-------- DATA UNDER STUDY --------

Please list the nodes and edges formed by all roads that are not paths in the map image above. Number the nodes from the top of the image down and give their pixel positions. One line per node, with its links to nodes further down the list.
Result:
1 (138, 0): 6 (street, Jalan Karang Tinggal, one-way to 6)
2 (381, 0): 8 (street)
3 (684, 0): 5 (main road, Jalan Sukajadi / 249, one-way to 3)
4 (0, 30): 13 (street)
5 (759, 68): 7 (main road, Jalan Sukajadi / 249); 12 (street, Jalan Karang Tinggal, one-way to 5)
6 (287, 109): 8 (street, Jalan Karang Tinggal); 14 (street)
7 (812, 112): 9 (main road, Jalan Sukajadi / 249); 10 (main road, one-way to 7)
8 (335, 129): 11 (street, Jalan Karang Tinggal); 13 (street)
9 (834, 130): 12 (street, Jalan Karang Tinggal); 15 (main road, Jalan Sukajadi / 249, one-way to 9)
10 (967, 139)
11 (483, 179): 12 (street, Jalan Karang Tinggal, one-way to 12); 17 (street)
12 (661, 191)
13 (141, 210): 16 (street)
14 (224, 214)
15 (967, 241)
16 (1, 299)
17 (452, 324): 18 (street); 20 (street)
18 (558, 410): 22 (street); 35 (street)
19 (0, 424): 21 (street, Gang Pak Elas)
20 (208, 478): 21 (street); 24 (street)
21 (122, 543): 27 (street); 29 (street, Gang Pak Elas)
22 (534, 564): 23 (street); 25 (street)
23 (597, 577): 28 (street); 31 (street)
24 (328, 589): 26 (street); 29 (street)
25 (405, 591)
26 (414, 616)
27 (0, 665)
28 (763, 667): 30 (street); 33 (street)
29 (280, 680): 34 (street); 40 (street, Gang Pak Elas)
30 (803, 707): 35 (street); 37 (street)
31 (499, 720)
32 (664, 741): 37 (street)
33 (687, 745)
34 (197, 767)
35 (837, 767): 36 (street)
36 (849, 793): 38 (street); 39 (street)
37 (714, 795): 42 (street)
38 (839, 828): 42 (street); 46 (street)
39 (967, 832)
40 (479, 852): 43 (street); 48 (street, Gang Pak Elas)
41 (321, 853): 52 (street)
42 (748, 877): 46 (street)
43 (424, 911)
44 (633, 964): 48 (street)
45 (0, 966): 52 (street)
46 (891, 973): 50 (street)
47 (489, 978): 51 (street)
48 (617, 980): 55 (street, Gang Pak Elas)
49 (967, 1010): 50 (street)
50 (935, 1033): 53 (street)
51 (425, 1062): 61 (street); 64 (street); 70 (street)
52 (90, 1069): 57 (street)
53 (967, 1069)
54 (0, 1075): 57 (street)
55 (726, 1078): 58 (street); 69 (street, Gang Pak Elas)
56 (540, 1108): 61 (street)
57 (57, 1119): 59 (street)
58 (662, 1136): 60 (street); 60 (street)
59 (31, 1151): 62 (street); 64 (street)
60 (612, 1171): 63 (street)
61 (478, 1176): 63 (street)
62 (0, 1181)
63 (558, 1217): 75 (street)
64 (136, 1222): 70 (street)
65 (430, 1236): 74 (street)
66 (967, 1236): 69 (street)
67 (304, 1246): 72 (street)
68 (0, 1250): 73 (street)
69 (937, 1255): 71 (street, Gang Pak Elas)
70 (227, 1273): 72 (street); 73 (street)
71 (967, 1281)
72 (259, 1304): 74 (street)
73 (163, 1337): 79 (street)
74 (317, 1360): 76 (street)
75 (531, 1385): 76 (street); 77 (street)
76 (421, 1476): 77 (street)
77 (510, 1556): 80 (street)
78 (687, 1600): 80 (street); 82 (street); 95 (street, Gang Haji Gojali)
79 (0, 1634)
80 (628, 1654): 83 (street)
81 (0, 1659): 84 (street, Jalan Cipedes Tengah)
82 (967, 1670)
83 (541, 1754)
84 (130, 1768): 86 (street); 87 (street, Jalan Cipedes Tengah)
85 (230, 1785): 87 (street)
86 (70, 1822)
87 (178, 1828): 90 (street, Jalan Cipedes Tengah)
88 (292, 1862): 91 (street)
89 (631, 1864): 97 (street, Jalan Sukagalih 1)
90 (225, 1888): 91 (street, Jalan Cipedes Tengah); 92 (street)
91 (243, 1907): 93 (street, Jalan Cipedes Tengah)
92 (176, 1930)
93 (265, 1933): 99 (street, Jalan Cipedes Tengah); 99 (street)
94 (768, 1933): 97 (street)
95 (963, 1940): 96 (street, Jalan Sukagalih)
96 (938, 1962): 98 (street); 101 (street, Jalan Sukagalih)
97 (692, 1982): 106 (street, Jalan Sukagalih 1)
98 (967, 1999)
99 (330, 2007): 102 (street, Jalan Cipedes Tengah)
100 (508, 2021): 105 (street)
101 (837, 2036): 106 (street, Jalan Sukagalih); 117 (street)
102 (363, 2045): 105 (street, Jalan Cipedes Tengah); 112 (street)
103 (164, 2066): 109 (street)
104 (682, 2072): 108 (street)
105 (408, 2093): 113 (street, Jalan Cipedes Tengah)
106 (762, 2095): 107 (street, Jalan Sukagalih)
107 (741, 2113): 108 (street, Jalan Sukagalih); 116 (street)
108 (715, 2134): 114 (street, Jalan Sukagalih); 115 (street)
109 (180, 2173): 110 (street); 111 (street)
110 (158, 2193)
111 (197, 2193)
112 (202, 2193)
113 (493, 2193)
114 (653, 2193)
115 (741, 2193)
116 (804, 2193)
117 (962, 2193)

--------

WHAT IS NEEDED:
Each line of the material is to be returned precisely as written.

TASK RESULT:
Please list the nodes and edges formed by all roads that are not paths in the map image above. Number the nodes from the top of the image down and give their pixel positions. One line per node, with its links to nodes further down the list.
Result:
1 (138, 0): 6 (street, Jalan Karang Tinggal, one-way to 6)
2 (381, 0): 8 (street)
3 (684, 0): 5 (main road, Jalan Sukajadi / 249, one-way to 3)
4 (0, 30): 13 (street)
5 (759, 68): 7 (main road, Jalan Sukajadi / 249); 12 (street, Jalan Karang Tinggal, one-way to 5)
6 (287, 109): 8 (street, Jalan Karang Tinggal); 14 (street)
7 (812, 112): 9 (main road, Jalan Sukajadi / 249); 10 (main road, one-way to 7)
8 (335, 129): 11 (street, Jalan Karang Tinggal); 13 (street)
9 (834, 130): 12 (street, Jalan Karang Tinggal); 15 (main road, Jalan Sukajadi / 249, one-way to 9)
10 (967, 139)
11 (483, 179): 12 (street, Jalan Karang Tinggal, one-way to 12); 17 (street)
12 (661, 191)
13 (141, 210): 16 (street)
14 (224, 214)
15 (967, 241)
16 (1, 299)
17 (452, 324): 18 (street); 20 (street)
18 (558, 410): 22 (street); 35 (street)
19 (0, 424): 21 (street, Gang Pak Elas)
20 (208, 478): 21 (street); 24 (street)
21 (122, 543): 27 (street); 29 (street, Gang Pak Elas)
22 (534, 564): 23 (street); 25 (street)
23 (597, 577): 28 (street); 31 (street)
24 (328, 589): 26 (street); 29 (street)
25 (405, 591)
26 (414, 616)
27 (0, 665)
28 (763, 667): 30 (street); 33 (street)
29 (280, 680): 34 (street); 40 (street, Gang Pak Elas)
30 (803, 707): 35 (street); 37 (street)
31 (499, 720)
32 (664, 741): 37 (street)
33 (687, 745)
34 (197, 767)
35 (837, 767): 36 (street)
36 (849, 793): 38 (street); 39 (street)
37 (714, 795): 42 (street)
38 (839, 828): 42 (street); 46 (street)
39 (967, 832)
40 (479, 852): 43 (street); 48 (street, Gang Pak Elas)
41 (321, 853): 52 (street)
42 (748, 877): 46 (street)
43 (424, 911)
44 (633, 964): 48 (street)
45 (0, 966): 52 (street)
46 (891, 973): 50 (street)
47 (489, 978): 51 (street)
48 (617, 980): 55 (street, Gang Pak Elas)
49 (967, 1010): 50 (street)
50 (935, 1033): 53 (street)
51 (425, 1062): 61 (street); 64 (street); 70 (street)
52 (90, 1069): 57 (street)
53 (967, 1069)
54 (0, 1075): 57 (street)
55 (726, 1078): 58 (street); 69 (street, Gang Pak Elas)
56 (540, 1108): 61 (street)
57 (57, 1119): 59 (street)
58 (662, 1136): 60 (street); 60 (street)
59 (31, 1151): 62 (street); 64 (street)
60 (612, 1171): 63 (street)
61 (478, 1176): 63 (street)
62 (0, 1181)
63 (558, 1217): 75 (street)
64 (136, 1222): 70 (street)
65 (430, 1236): 74 (street)
66 (967, 1236): 69 (street)
67 (304, 1246): 72 (street)
68 (0, 1250): 73 (street)
69 (937, 1255): 71 (street, Gang Pak Elas)
70 (227, 1273): 72 (street); 73 (street)
71 (967, 1281)
72 (259, 1304): 74 (street)
73 (163, 1337): 79 (street)
74 (317, 1360): 76 (street)
75 (531, 1385): 76 (street); 77 (street)
76 (421, 1476): 77 (street)
77 (510, 1556): 80 (street)
78 (687, 1600): 80 (street); 82 (street); 95 (street, Gang Haji Gojali)
79 (0, 1634)
80 (628, 1654): 83 (street)
81 (0, 1659): 84 (street, Jalan Cipedes Tengah)
82 (967, 1670)
83 (541, 1754)
84 (130, 1768): 86 (street); 87 (street, Jalan Cipedes Tengah)
85 (230, 1785): 87 (street)
86 (70, 1822)
87 (178, 1828): 90 (street, Jalan Cipedes Tengah)
88 (292, 1862): 91 (street)
89 (631, 1864): 97 (street, Jalan Sukagalih 1)
90 (225, 1888): 91 (street, Jalan Cipedes Tengah); 92 (street)
91 (243, 1907): 93 (street, Jalan Cipedes Tengah)
92 (176, 1930)
93 (265, 1933): 99 (street, Jalan Cipedes Tengah); 99 (street)
94 (768, 1933): 97 (street)
95 (963, 1940): 96 (street, Jalan Sukagalih)
96 (938, 1962): 98 (street); 101 (street, Jalan Sukagalih)
97 (692, 1982): 106 (street, Jalan Sukagalih 1)
98 (967, 1999)
99 (330, 2007): 102 (street, Jalan Cipedes Tengah)
100 (508, 2021): 105 (street)
101 (837, 2036): 106 (street, Jalan Sukagalih); 117 (street)
102 (363, 2045): 105 (street, Jalan Cipedes Tengah); 112 (street)
103 (164, 2066): 109 (street)
104 (682, 2072): 108 (street)
105 (408, 2093): 113 (street, Jalan Cipedes Tengah)
106 (762, 2095): 107 (street, Jalan Sukagalih)
107 (741, 2113): 108 (street, Jalan Sukagalih); 116 (street)
108 (715, 2134): 114 (street, Jalan Sukagalih); 115 (street)
109 (180, 2173): 110 (street); 111 (street)
110 (158, 2193)
111 (197, 2193)
112 (202, 2193)
113 (493, 2193)
114 (653, 2193)
115 (741, 2193)
116 (804, 2193)
117 (962, 2193)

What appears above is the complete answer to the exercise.